What difference does it make if women can't have abortions if the Dems have accepted the destruction of the Constitution? What did Kerry sauy about the war - he would have sent more troops. Puh-leez!

At 6:59 PM, February 27, 2006 , Blogger Stalin the Shark said...

Boris, maybe we're talkinbg at cross-purposes here, because you say 'Ted Kennedy' and think that is enough to describe 'far-left'. Thing is, it's not. The far left agitates for things like the abolishment of private enterprise, the nationalization of banks, immediate nuclear disarmament, and stuff like that. That ain't Teddy Kennedy, that's for sure.
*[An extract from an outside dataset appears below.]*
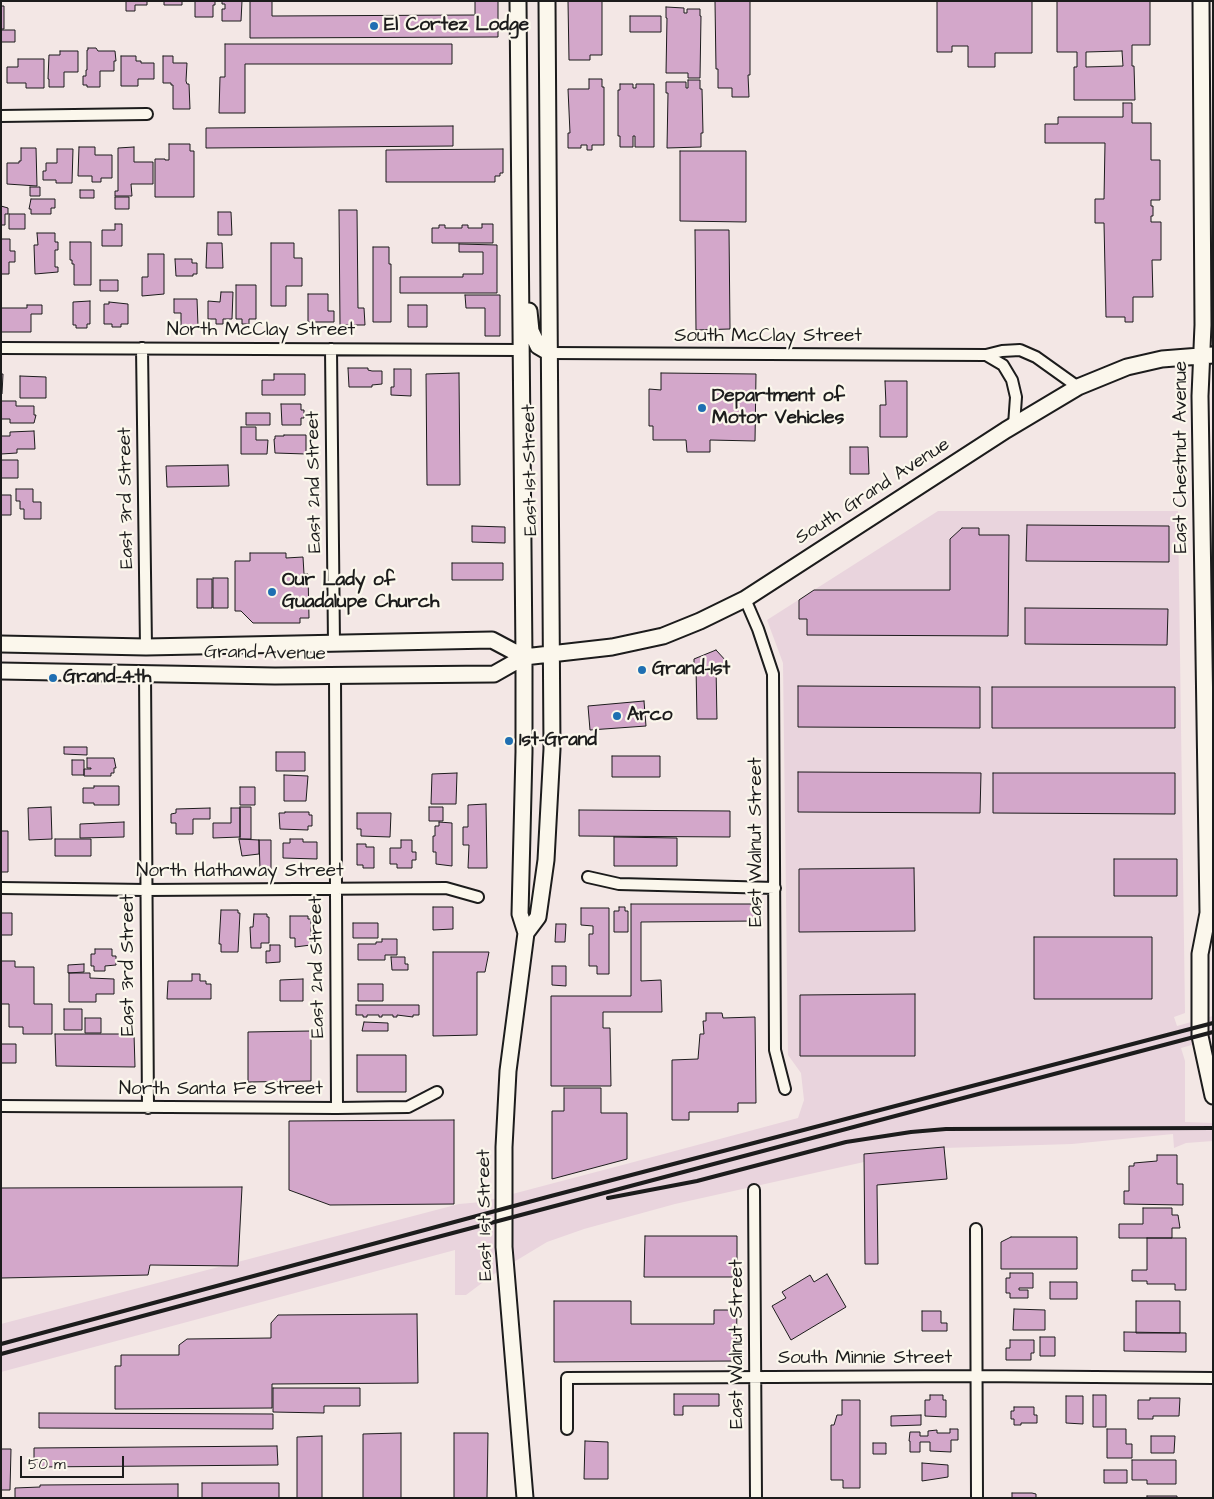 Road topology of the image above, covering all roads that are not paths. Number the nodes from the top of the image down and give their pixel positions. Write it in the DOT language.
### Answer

In a sense, what you're saying reflects decades of successful repug propaganda. Just to give two examples: universal healthcare is an eminently desirable and doable policy - but it's branded as 'communistic' by people who have no idea what communism is. On the other hand, from the right, you get judges pushing forced pregnancy and mandatory public religion, neither of which find support from more that a quarter of the electorate. So, again, who are the radicals? Zell Miller and other repugs - he's no Democrat anymore - or eminently reasonable people like Ted Kennedy? Seriously? Look at their policy agendas before you buy into the 'far-left' spin coming from people who are much further to the right than they are to the left.

II, seriously, you need to get into politics. I'm directly or indirectly in touch with several people who are running or have run, and really, based on that experience, I think you're painting with too broad a brush. As I said previously, it's easy and rhetorically compelling to fall into 'they're all the same' groove, but that disregards both the importance of the process and the huge role personality plays.